Another way is to provide a space-separated list of files:

$ soffice --convert-to pdf example1.doc example2.docx

Finally, with the –outdir option we can specify the folder for output files. For example, let’s use the pdf_output subfolder of the current directory:

$ soffice --convert-to pdf *.doc* --outdir ./pdf_output

3.1. More Control on Output

When working in LibreOffice GUI we have a bunch of options available during the export of the PDF file:

We can also control the export process from the command line, but it requires LibreOffice in a version higher than 7.3. This allows us to parameterize the writer_pdf_Export filter for PDF. Without specifying the parameters, we’ll use the PDF export settings stored by the LibreOffice Writer:

$ soffice --convert-to pdf:writer_pdf_Export example.docx

Now, let’s set some PDF properties. First, with SelectPdfVersion we can specify its version:

$ soffice --convert-to 'pdf:writer_pdf_Export:{"SelectPdfVersion":{"type":"long","value":"1"}}' example.docx

Here, the version value ‘1’ (one) stands for PDF/A-1b.

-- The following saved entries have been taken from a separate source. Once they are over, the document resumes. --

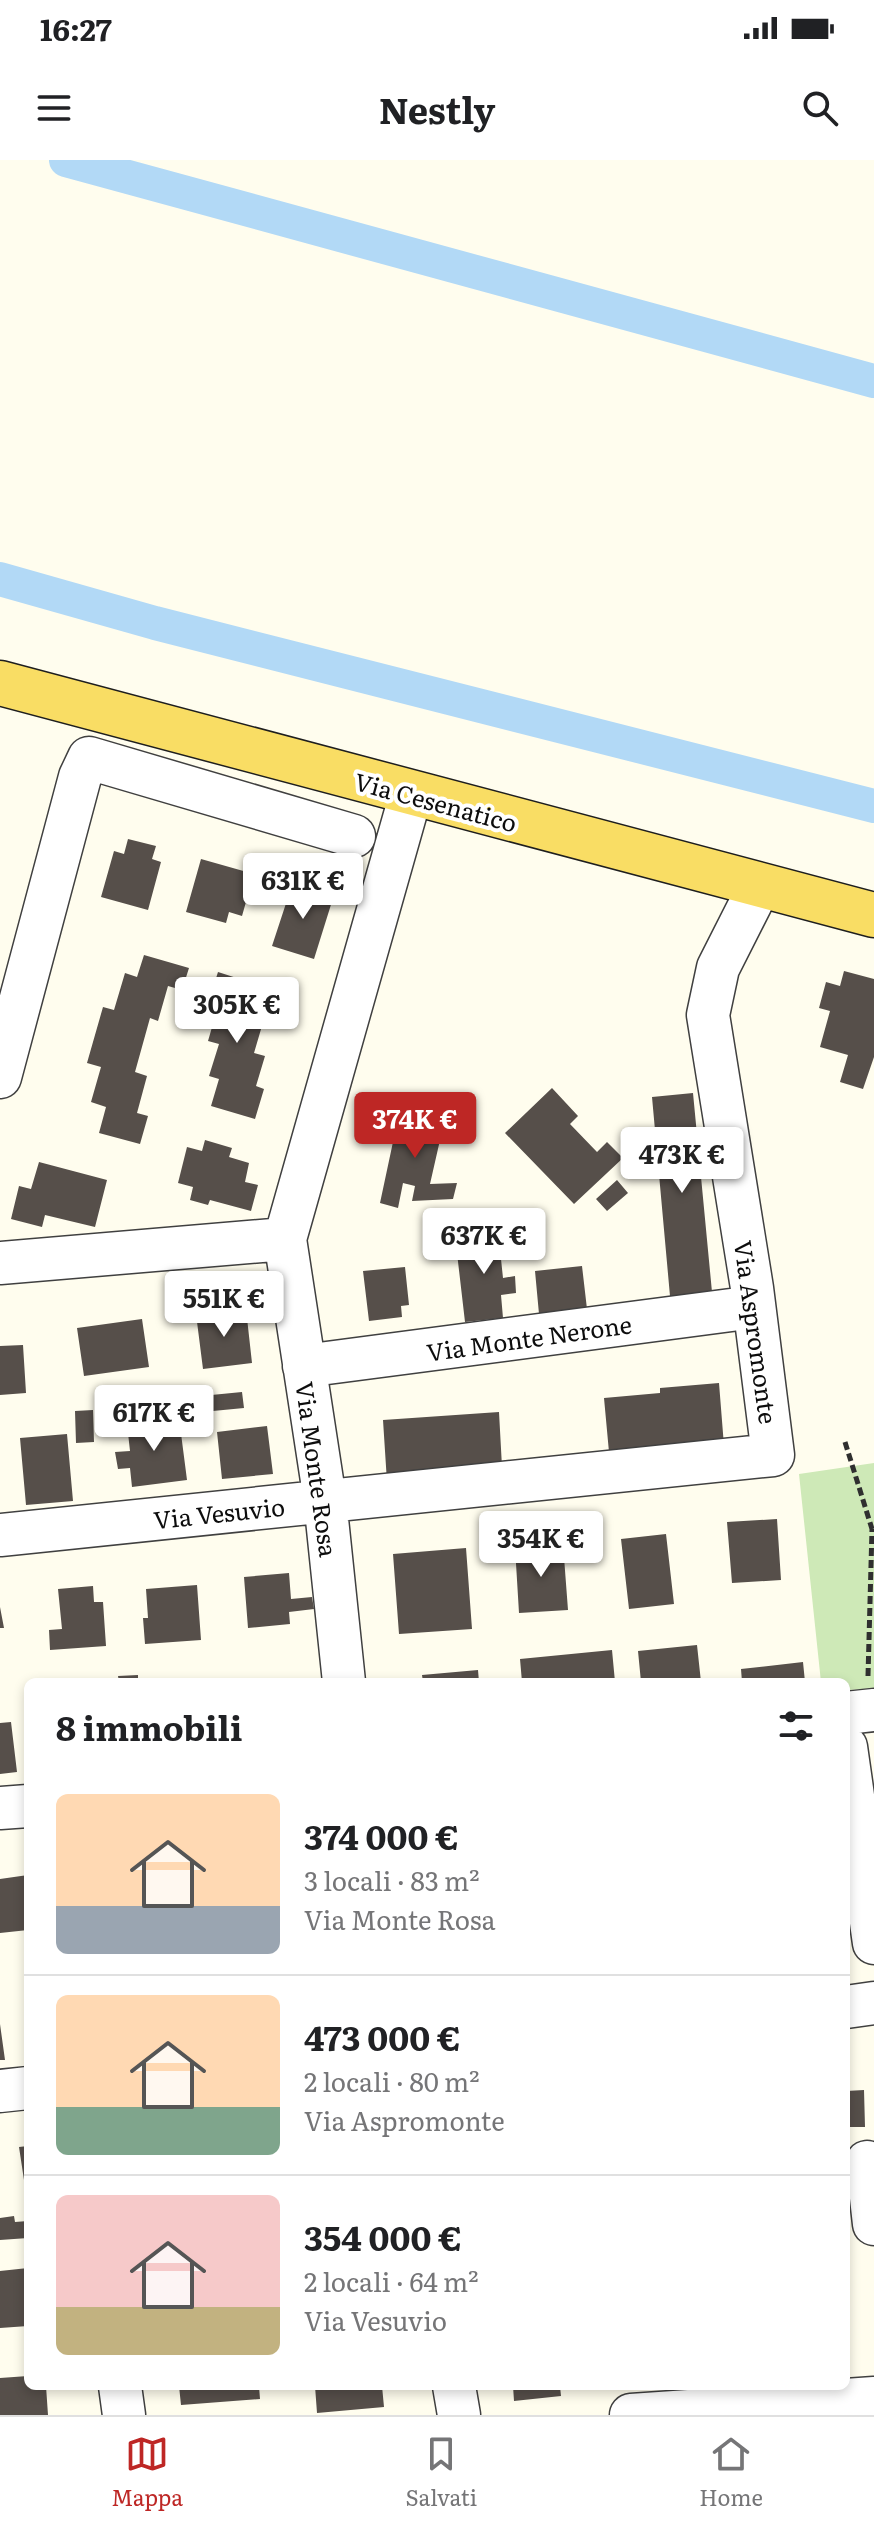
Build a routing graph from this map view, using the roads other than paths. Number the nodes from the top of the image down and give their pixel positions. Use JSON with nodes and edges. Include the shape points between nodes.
{"nodes":[{"id":1,"x":0,"y":683,"type":"edge"},
{"id":2,"x":411,"y":794,"type":"junction"},
{"id":3,"x":354,"y":836,"type":"dead end"},
{"id":4,"x":759,"y":887,"type":"junction"},
{"id":5,"x":874,"y":915,"type":"edge"},
{"id":6,"x":0,"y":1077,"type":"edge"},
{"id":7,"x":285,"y":1239,"type":"junction"},
{"id":8,"x":0,"y":1263,"type":"edge"},
{"id":9,"x":754,"y":1307,"type":"junction"},
{"id":10,"x":304,"y":1366,"type":"junction"},
{"id":11,"x":773,"y":1455,"type":"joint"},
{"id":12,"x":325,"y":1500,"type":"junction"},
{"id":13,"x":0,"y":1535,"type":"edge"},
{"id":14,"x":344,"y":1678,"type":"edge"},
{"id":15,"x":850,"y":1775,"type":"edge"},
{"id":16,"x":24,"y":1806,"type":"edge"},
{"id":17,"x":0,"y":1808,"type":"edge"},
{"id":18,"x":874,"y":1943,"type":"edge"},
{"id":19,"x":874,"y":2003,"type":"edge"},
{"id":20,"x":850,"y":2006,"type":"edge"},
{"id":21,"x":24,"y":2088,"type":"edge"},
{"id":22,"x":0,"y":2091,"type":"edge"},
{"id":23,"x":867,"y":2162,"type":"dead end"},
{"id":24,"x":874,"y":2224,"type":"edge"},
{"id":25,"x":121,"y":2390,"type":"edge"},
{"id":26,"x":455,"y":2390,"type":"edge"},
{"id":27,"x":874,"y":2398,"type":"edge"},
{"id":28,"x":124,"y":2415,"type":"edge"},
{"id":29,"x":459,"y":2415,"type":"edge"},
{"id":30,"x":631,"y":2415,"type":"edge"}],
"edges":[{"from":1,"to":2,"type":"main road","name":"Via Cesenatico"},
{"from":2,"to":4,"type":"main road","name":"Via Cesenatico"},
{"from":2,"to":7,"type":"street","name":"Via Monte Rosa"},
{"from":3,"to":6,"type":"street","via":[[89,758]]},
{"from":4,"to":5,"type":"main road","name":"Via Cesenatico"},
{"from":4,"to":9,"type":"street","name":"Via Aspromonte","via":[[718,968],[708,1015]]},
{"from":7,"to":8,"type":"street"},
{"from":7,"to":10,"type":"street","name":"Via Monte Rosa"},
{"from":9,"to":10,"type":"street","name":"Via Monte Nerone"},
{"from":9,"to":11,"type":"street","name":"Via Aspromonte"},
{"from":10,"to":12,"type":"street","name":"Via Monte Rosa"},
{"from":11,"to":12,"type":"street","name":"Via Vesuvio"},
{"from":12,"to":13,"type":"street","name":"Via Vesuvio"},
{"from":12,"to":14,"type":"street","name":"Via Monte Rosa"},
{"from":15,"to":18,"type":"street"},
{"from":16,"to":17,"type":"street"},
{"from":19,"to":20,"type":"street"},
{"from":21,"to":22,"type":"street"},
{"from":23,"to":24,"type":"street"},
{"from":25,"to":28,"type":"street"},
{"from":26,"to":29,"type":"street"},
{"from":27,"to":30,"type":"street"}]}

To extract the range of pages we can use the PageRange parameter:

$ soffice --convert-to 'pdf:writer_pdf_Export:{"PageRange":{"type":"string","value":"3-4"}}' example.docx

Finally, we can change many properties in one writer_pdf_Export filter. So, let’s extract the first page and secure the result with a password ‘secret’:

$ soffice --convert-to 'pdf:writer_pdf_Export: \
"PageRange":{"type":"string","value":"1-1"}, \
{"EncryptFile":{"type":"boolean","value":"true"}, \
"DocumentOpenPassword":{"type":"string","value":"secret"} \
}' *.doc*

Note the combination of EncryptFile and DocumentOpenPassword paramters.

4. Printing to PDF

The other way to use the LibreOffice suite is to print to a PDF file. First, we need to install a PDF printer:

$ sudo apt-get install cups-pdf

Afterward, we have a printer called ‘PDF’ at our disposal. Next, let’s ask LibreOffice to print the document. The –pt option passes the printer name.

$ soffice --pt PDF *.docx

With this setting, soffice opens the docx file without invoking the GUI and sends it to the PDF printer. Generated PDF files go to the PDF folder in the user’s home directory by default. If we need to change the location of these files we can edit the Out entry in the configuration file:

$ sudo nano /etc/cups/cups-pdf.conf

Then we need to restart the cups service:

$ sudo systemctl restart cups

5. Universal Office Converter

Universal Office Converter is the full name of the unoconv Python script. It’s designed to transform any LibreOffice-supported format into another in a non-interactive way. Let’s install it on Ubuntu:

$ sudo apt install unoconv

Then, we can convert a doc/docx document simply by:

$ unoconv example.doc

As PDF is a default output format, we’ll obtain a PDF file of the same name. Next, to change its name, we can use the –output option:

$ unoconv --output pdf_file example.doc

The command accepts multiple files and wildcards:

$ unoconv *.doc

The –output option has a different meaning if we convert multiple files. It indicates the directory for the output files to be stored:

$ unoconv --output pdf_files *.doc

In this case, we’ll find all PDF files in the pdf_files subfolder of the current directory.

6. The pandoc Converter

Now let’s look at something completely different. pandoc is a markup language converter that doesn’t depend on LibreOffice suite. We can use it to transform a docx file (but not an old doc) into a PDF, with the help of an external PDF engine. First, let’s install pandoc:

$ sudo apt install pandoc

By default, pandoc uses pdflatex to create PDF, so we need to install LaTeX to make it work, together with ‘recommended’ and ‘extras’ LaTeX packages:

$ sudo apt install texlive-latex-base texlive-latex-recommended texlive-latex-extras

Afterward, we can use advanced page layouts, graphics, and math in LaTeX. To convert our docx file let’s issue:

$ pandoc -o output.pdf -f docx example.docx

pandoc supports many input files but eventually merges them into one PDF output file. Therefore, we rather should convert individual files in a loop:

$ for file in *.docx; do pandoc -o "$(basename "$file" .docx)".pdf -f docx "$file"; done

We need basename to get rid of the docx extension in the file name.

7. Conclusion

In this tutorial, we discussed converting doc or docx documents to PDF from the Linux command line. First, we discussed a bunch of methods that utilized the LibreOffice suite. First, we used soffice directly or through unoconv to convert doc/docx documents into PDF. Then, we asked LibreOffice to read the doc file and send it to the special PDF printer. The latter took all the burden of creating the PDF file.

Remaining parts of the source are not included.